Question: How can I get rid of old files and save storage costs?

Answer: The question is a great question! Unfortunately, the answer is not always simple. Here are some observations, however, that might put the issue into perspective.

1. Bring in outside people to do this task; do not disturb the normal flow of your office procedures and current work flow. Engage a disabled person. This provides the person(s) so engaged with an income s/he might not otherwise have and you can generally pay a lower rate than for other folks.

2. Consider using a photocopy machine. Some large companies provide the scanning capability and do not charge a fee unless and until a photocopy is actually made. Scanning and placing files into a .pdf format is not deemed printing photocopies.

3. Begin with the oldest files first, reduce storage space and thereby save on real estate costs.

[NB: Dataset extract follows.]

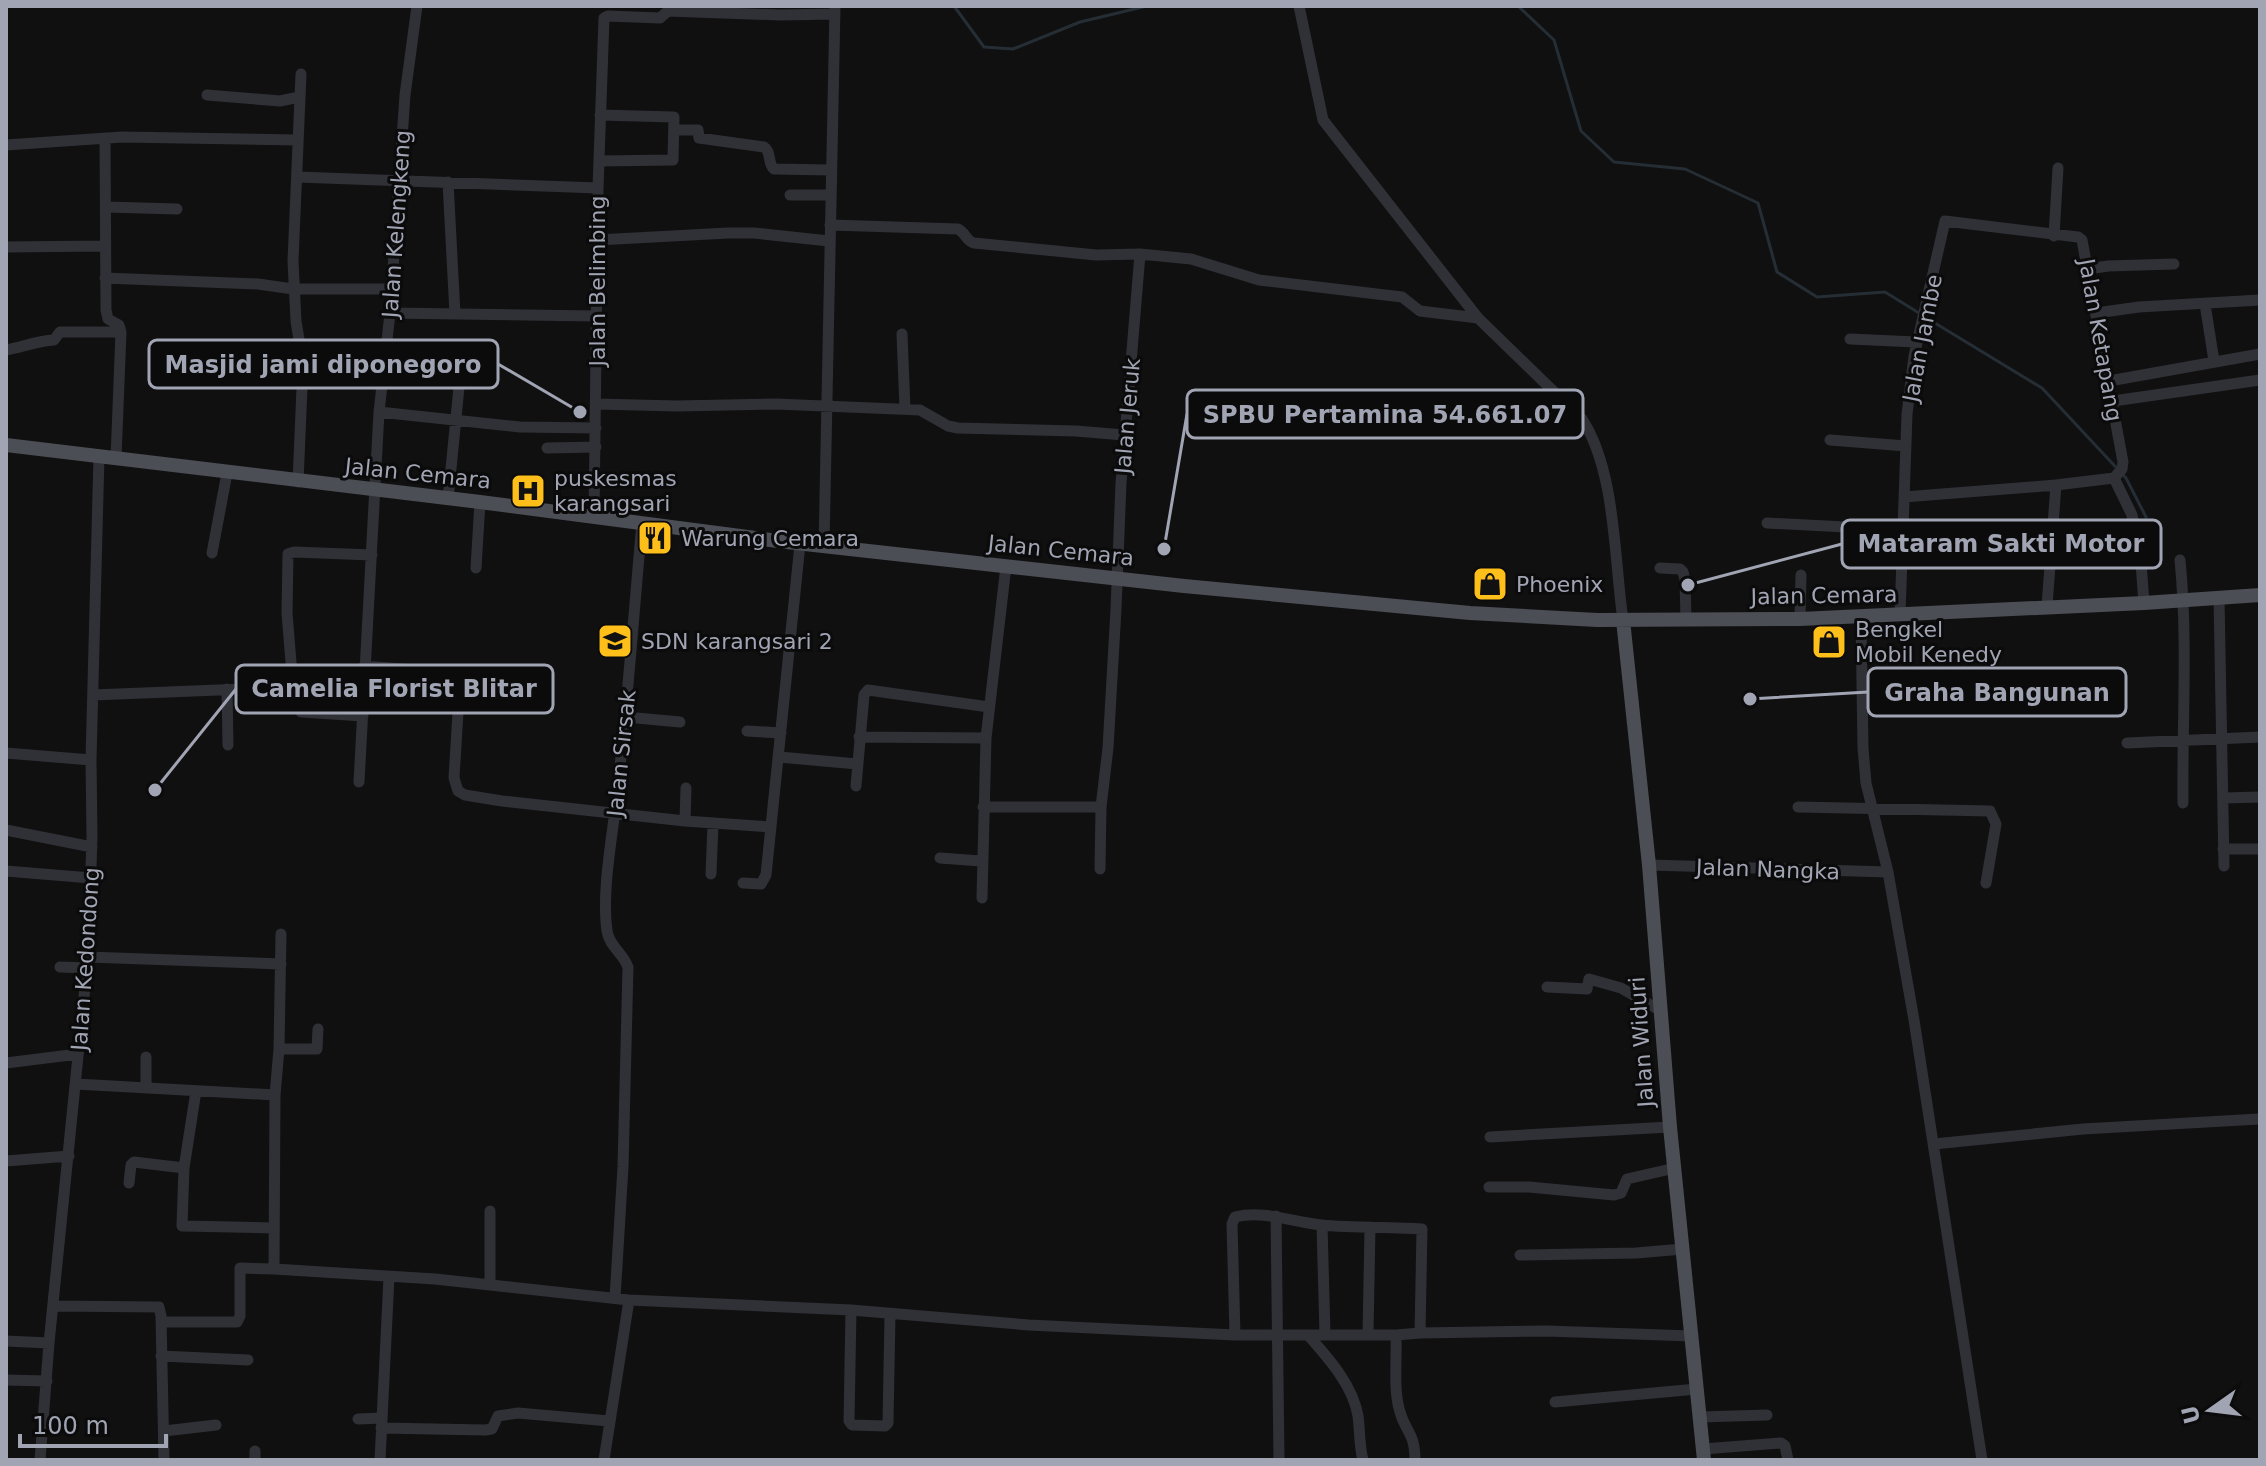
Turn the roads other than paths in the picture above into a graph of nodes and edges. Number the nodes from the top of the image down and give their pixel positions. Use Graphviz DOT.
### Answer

4. Be sure to have a lawyer or someone with the requisite knowledge review the files and remove all original documents before destruction of the files after scanning.

5. Consult the Rules of Professional Conduct and ethics opinions of your jurisdiction to verify the time for retention of files. After this date and your scanning process, destroy the files.

6. Do more than merely place files and old boxes into a dumpster. Consider hiring a file storage house to shred your tossed files.

7. After all this, consider the following observation by a colleague: “I am in the arduous process of scanning older files and so far, this is what I’ve found out: I have scanned 9,261 pages which is about 270 Mb of data. This is 179 files (about 130 client matters), which fit into about 5 1/2 bankers’ boxes. All of these files were scanned into .pdf format. I have created an archive spreadsheet in Excel, so it is easy to track a document’s location.
Obviously, at this rate a CD is the optimal storage media, because a DVD would basically be too much. Good luck, it’s pretty time consuming.”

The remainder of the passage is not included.